5 thoughts on “Strike out!

  1. Or alternativly we invest properly in our public services, and pay our public servants sufficient salaries so they do not need to strike – Of course we would need to tax the private sector far more vigorously and maybe even tax our “entrepreners” – Now wouldn’t that go down a treat……

  2. I agree that much investment in our public services is required, however, I would rather prefer that investment coming in the form of better working conditions and facilities as well as systems for productivity improvement, as opposed to paying higher wages to public servants. As I mentioned, the government can sometimes be very slow at responding to salary greivances, hence the reason for the public servants resorting to strikes to meet their demands.
    As for taxing the private sector more vigorously – do you mean increasing corporate tax or increasing the degree of vigilancy with regard to collecting tax revenue? If you are referring to the former, I have to disagree with the economic feasibility of such a move, as it would severely hamper economic activity. We are well aware that the thrust of our economy is, to a great extent, the private sector. Increasing tax rates would only act as a dis-incentive to private business, thus adversely affecting our GDP and employment.

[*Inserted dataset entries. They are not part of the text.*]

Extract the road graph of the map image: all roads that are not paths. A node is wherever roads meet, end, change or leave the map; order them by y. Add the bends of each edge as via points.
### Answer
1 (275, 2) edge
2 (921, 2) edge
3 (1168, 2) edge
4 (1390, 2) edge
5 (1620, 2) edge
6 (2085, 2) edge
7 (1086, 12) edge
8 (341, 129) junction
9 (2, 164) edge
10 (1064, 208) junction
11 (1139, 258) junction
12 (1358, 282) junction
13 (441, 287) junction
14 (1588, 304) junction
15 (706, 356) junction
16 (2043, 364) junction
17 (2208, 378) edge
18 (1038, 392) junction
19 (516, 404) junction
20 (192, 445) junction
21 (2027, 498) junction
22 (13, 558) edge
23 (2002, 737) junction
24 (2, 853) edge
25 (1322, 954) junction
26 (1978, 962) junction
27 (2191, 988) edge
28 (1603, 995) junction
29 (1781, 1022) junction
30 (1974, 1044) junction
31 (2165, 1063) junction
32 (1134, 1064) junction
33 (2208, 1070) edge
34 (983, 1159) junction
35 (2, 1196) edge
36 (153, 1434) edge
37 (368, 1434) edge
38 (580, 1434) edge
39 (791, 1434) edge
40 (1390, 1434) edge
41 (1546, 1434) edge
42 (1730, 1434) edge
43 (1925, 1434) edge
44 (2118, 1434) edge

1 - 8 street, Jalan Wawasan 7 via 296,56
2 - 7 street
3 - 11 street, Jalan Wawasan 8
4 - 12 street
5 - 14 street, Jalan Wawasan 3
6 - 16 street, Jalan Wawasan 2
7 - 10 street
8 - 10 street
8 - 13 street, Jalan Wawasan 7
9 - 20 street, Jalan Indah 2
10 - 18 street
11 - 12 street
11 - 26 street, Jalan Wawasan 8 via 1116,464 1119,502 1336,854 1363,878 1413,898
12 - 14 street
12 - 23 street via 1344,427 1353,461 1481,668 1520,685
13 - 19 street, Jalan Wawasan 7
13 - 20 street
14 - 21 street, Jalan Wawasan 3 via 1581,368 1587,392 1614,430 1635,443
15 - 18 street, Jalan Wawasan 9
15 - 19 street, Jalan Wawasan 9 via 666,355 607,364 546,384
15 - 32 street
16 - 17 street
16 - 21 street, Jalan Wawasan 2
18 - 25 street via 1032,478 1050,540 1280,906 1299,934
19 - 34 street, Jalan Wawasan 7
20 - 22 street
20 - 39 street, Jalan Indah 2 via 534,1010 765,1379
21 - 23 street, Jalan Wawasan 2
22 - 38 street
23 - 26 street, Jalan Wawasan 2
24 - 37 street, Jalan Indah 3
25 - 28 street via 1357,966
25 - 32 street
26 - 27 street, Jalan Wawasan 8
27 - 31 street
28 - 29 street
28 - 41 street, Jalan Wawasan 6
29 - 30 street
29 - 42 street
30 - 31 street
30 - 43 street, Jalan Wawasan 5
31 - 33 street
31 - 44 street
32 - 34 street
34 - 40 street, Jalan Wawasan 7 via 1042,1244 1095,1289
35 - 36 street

  3. If we had less public servants working more efficiently then correspondingly their salaries should rise. They would need to work harder and be properly accountable to the public.

    So as you say “it would severely hamper economic activity.” If the private sector was targetted, how else are the government expected to get the funds.

    What happens at present where it go’s cup in hand to the world bank for even more loans while the private sector is awash with funds both local and foreign. And yet we criticise the government for being so dependant on the world bank and the debts. It should be noted that we basicly do what the world bank asks of us in terms of our employment laws and working practices since we remain indebted to them. The books don’t balance unless we tax the lucrative sectors as stated before. And if we aren’t willing to tax our sacred entrepreners then we should simply “shut up and put up” with poor to no public services from our goverment and hope our private sector employers supply all our requirements as if………

  4. as for your first part, I agree wholeheatedly. If they show productivity and efficiency improvements, they ought to be compensated appropriately.

    As for the second part, it is true that the private sector does bring in a large sum into the government coffers, but we must be careful not to tax the pvt sector beyond the danger mark. We do not want to create a dis-incentive to business and investment.
    As for the World Bank, sadly yes…we are eternally with a begging bowl at their doorstep…but us and so many other LDC’s. One must realise that we are severely dependent on their funds, and will be for many decades to come. As long as they give us funding, they WILL link it to their advice and instruction. Most of the time they do know their stuff. It is not as if they impose economic programmes on us without much research and consultation. It just seems that way to us as we refuse to accept such drastic and transformatory economic policies.